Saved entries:
•••
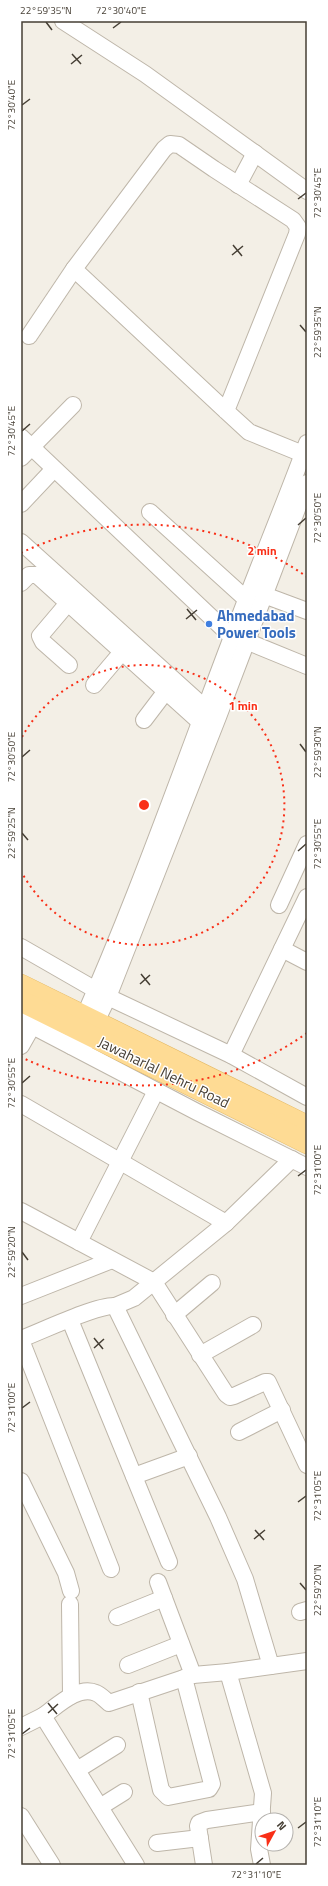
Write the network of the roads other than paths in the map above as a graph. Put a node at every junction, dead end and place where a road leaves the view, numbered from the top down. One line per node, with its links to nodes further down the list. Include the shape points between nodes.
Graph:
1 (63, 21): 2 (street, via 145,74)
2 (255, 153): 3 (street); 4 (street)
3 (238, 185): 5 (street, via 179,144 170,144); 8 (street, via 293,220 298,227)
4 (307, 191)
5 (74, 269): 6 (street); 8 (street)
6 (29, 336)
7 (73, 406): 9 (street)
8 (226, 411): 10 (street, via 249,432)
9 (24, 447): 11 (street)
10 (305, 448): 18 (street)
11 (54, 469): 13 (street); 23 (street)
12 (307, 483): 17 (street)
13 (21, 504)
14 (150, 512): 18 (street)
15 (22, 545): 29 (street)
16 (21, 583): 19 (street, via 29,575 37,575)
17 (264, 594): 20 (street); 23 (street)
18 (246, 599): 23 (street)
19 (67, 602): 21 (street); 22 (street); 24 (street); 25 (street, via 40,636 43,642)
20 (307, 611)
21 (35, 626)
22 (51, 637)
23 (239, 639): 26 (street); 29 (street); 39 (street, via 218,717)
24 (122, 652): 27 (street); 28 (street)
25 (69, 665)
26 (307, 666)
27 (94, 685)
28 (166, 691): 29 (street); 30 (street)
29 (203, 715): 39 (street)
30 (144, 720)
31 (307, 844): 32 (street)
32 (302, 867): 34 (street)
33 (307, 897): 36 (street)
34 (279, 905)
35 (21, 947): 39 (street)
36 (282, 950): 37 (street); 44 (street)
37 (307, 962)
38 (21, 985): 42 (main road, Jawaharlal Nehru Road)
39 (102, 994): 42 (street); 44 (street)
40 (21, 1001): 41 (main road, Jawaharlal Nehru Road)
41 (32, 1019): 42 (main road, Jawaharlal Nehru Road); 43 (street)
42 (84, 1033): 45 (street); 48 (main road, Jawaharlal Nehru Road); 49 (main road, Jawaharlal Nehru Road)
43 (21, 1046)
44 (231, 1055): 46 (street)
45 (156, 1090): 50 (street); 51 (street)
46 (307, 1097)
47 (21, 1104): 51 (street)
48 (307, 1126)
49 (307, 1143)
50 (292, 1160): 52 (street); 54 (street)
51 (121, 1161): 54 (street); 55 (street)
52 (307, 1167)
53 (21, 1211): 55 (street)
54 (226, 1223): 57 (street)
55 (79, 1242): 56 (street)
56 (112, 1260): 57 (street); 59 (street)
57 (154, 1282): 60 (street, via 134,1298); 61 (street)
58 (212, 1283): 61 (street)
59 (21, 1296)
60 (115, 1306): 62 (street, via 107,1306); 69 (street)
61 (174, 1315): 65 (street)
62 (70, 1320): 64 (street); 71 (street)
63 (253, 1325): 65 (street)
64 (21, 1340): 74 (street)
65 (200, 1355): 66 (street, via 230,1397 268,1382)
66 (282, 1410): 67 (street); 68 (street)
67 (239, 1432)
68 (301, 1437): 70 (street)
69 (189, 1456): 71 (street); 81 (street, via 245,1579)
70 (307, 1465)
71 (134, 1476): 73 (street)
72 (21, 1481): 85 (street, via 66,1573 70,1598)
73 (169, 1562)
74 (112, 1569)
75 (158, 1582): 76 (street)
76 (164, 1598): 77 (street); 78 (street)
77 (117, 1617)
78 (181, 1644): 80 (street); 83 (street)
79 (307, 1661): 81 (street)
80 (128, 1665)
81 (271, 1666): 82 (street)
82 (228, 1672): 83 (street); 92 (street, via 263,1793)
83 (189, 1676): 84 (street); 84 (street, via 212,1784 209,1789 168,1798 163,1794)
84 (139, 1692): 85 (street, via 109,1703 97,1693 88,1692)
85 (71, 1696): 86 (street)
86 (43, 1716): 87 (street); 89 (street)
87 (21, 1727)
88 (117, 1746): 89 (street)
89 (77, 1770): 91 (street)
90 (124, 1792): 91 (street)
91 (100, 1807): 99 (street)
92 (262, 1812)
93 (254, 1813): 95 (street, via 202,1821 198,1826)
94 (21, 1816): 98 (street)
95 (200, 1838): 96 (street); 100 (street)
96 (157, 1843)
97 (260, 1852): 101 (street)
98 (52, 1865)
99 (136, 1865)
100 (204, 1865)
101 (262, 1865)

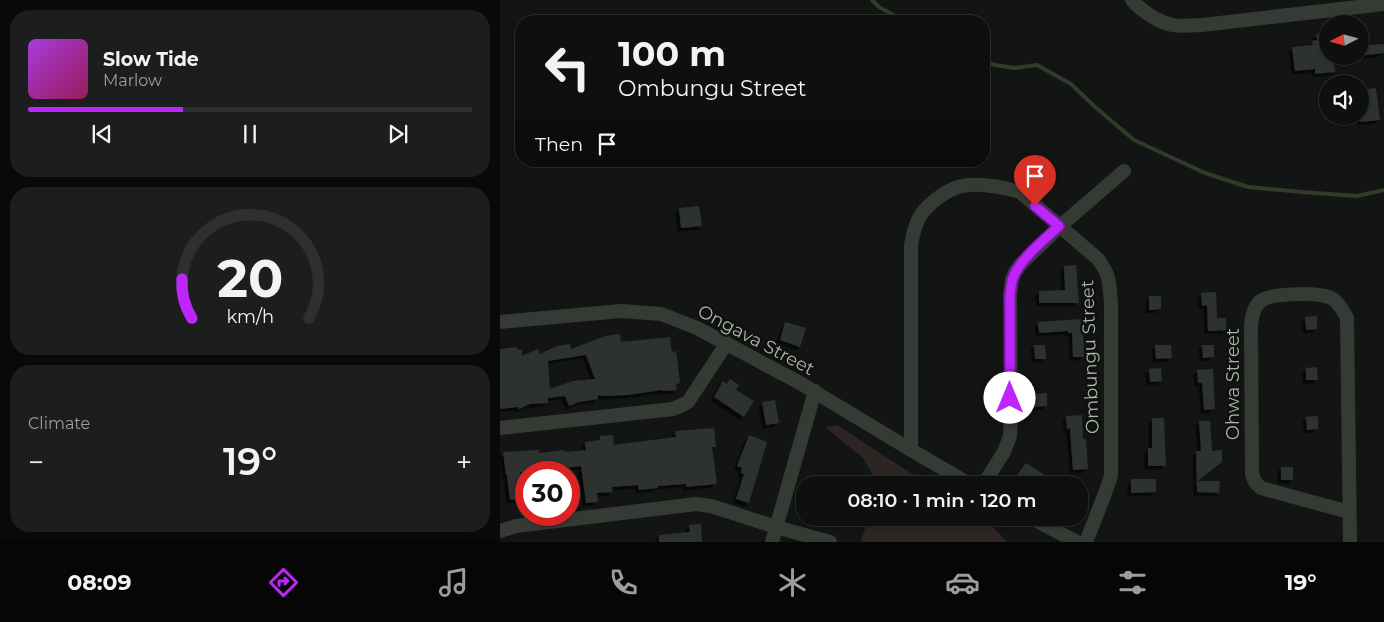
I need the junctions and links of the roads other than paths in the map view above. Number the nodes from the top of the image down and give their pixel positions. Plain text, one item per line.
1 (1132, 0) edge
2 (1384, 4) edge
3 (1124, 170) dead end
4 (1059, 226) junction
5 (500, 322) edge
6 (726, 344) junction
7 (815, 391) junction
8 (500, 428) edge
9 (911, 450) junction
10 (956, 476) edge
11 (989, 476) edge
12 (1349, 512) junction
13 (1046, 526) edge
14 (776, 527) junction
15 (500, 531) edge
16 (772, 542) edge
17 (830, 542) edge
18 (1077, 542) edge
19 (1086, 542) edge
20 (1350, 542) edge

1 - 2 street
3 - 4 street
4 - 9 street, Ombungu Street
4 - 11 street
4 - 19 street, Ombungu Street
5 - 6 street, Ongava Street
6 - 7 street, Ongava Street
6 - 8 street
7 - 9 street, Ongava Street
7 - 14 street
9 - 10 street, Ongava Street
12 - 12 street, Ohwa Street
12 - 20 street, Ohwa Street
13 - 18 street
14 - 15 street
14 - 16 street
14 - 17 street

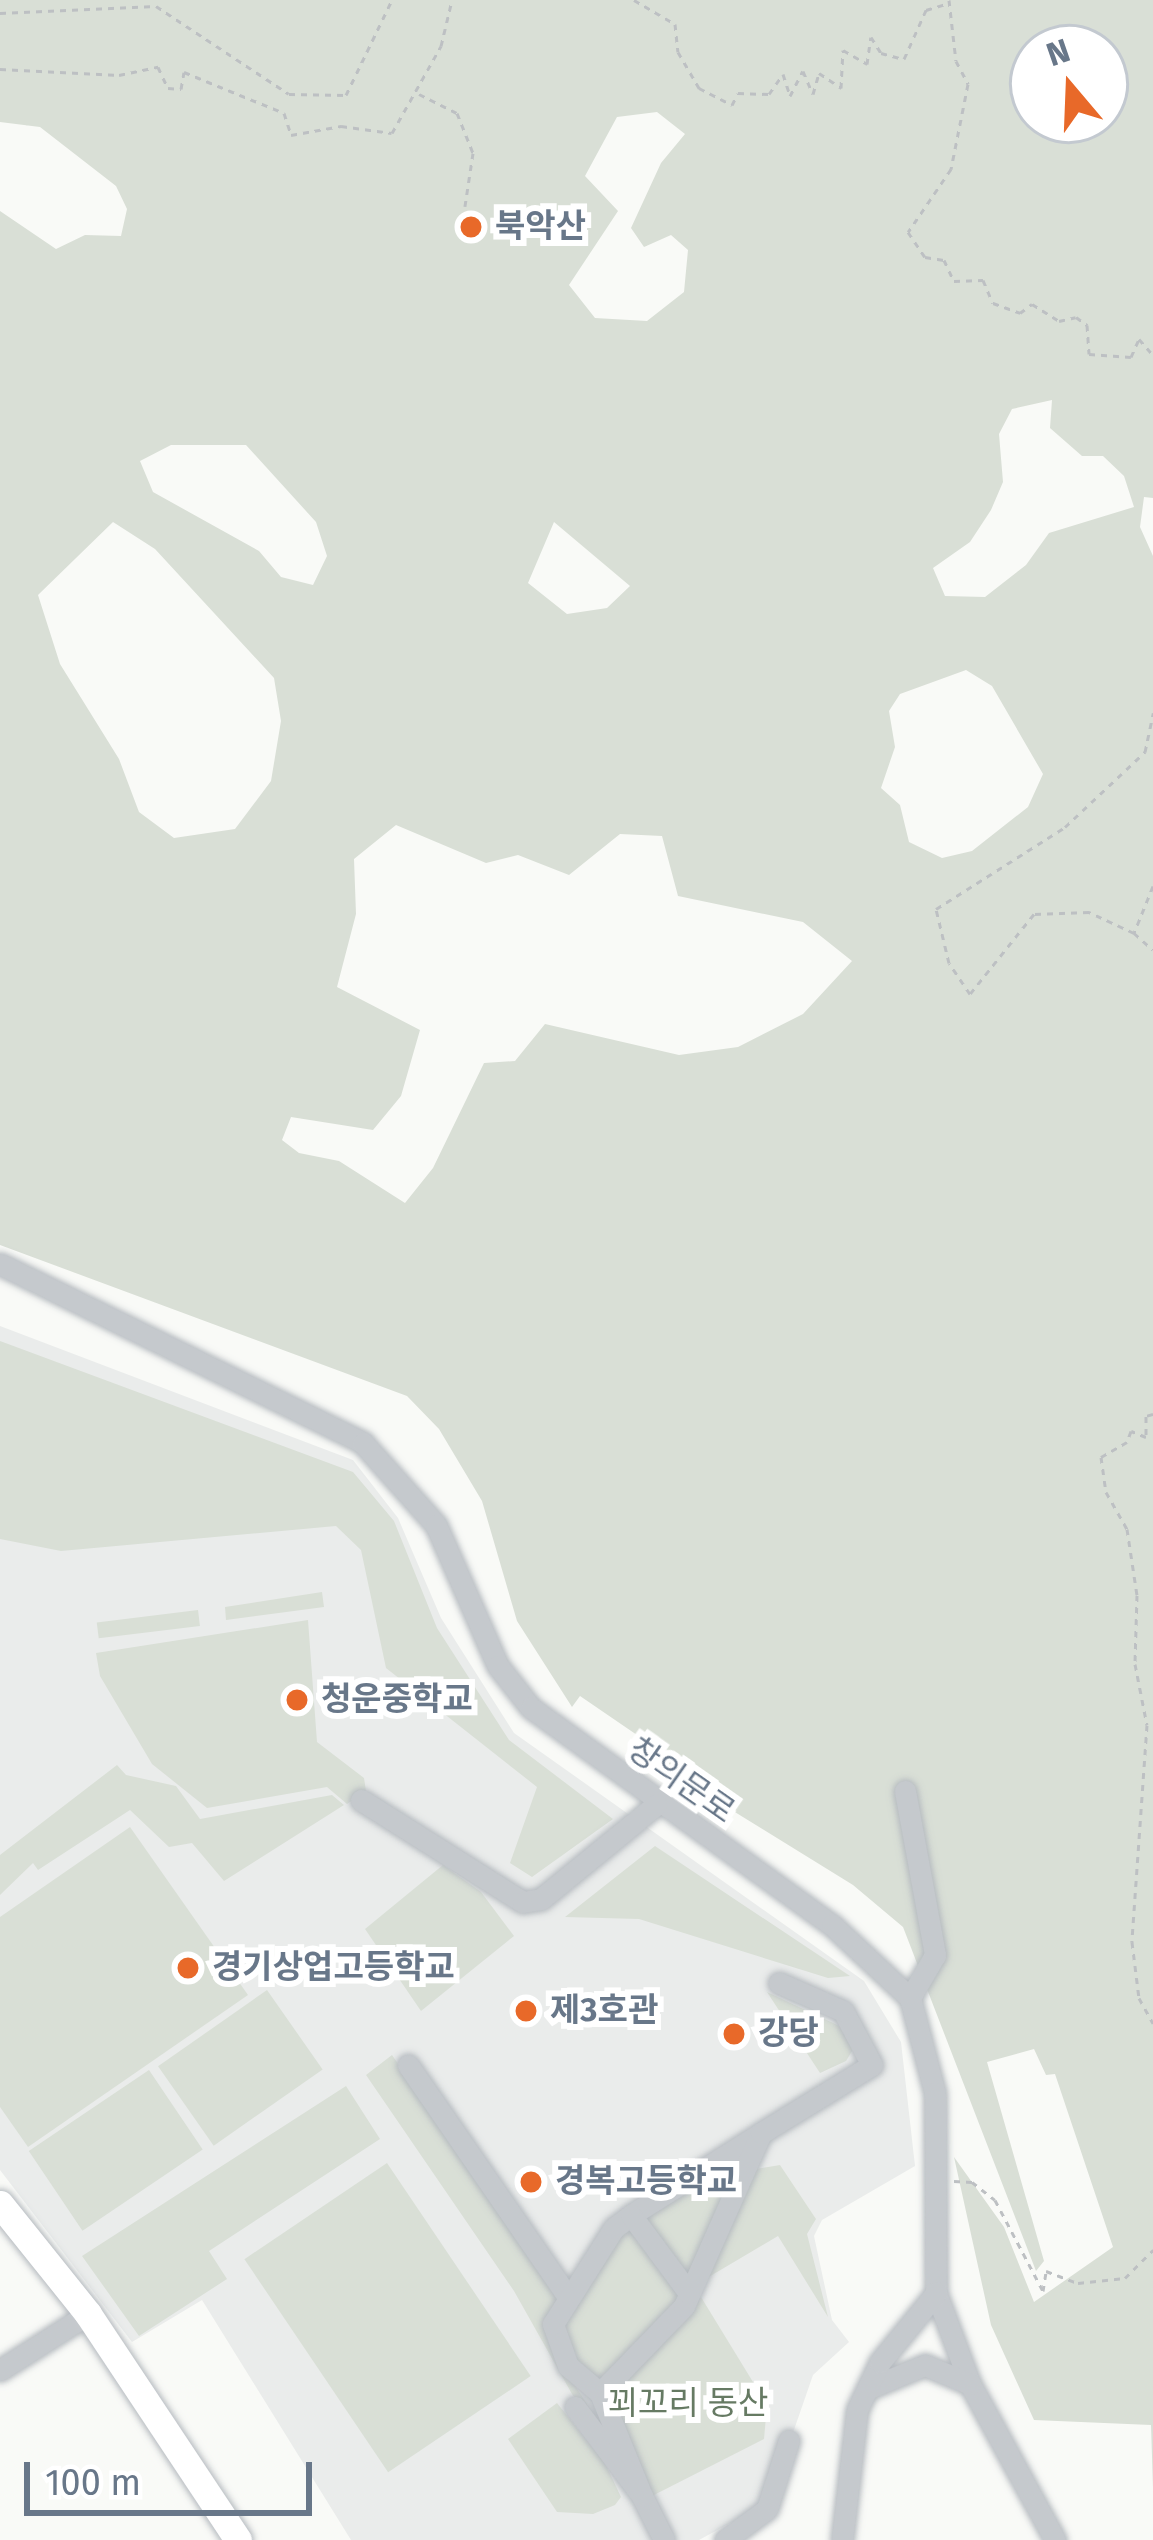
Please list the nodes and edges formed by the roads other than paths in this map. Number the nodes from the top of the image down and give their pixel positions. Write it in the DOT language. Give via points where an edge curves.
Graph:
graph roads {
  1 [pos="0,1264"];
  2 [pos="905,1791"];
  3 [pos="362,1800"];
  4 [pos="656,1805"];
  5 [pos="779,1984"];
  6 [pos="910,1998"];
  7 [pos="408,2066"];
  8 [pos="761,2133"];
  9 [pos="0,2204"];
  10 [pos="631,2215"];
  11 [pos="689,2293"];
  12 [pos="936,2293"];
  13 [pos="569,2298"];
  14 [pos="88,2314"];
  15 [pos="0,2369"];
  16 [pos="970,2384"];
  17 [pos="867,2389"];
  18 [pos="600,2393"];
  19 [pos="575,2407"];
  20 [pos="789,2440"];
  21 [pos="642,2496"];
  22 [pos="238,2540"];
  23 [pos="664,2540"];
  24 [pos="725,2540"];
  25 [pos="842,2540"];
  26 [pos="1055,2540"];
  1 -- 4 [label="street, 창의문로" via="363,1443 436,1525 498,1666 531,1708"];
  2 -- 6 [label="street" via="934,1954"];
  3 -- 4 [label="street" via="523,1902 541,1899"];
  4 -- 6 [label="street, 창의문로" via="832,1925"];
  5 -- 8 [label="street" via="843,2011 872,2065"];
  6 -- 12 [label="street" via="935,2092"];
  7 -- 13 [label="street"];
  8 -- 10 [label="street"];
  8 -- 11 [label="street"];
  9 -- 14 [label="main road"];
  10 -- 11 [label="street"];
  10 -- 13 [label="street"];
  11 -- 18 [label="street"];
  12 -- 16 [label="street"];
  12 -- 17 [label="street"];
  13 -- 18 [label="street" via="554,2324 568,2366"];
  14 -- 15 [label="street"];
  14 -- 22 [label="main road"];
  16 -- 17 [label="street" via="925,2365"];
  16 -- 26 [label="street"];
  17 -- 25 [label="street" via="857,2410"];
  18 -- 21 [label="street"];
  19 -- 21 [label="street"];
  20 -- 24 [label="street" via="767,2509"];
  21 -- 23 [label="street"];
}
•••
=== WHAT YOU NEED TO DO ===
How many lines in these entries hold the string "their"? Answer with the number alone.

=== PROBLEM SOLUTION ===
2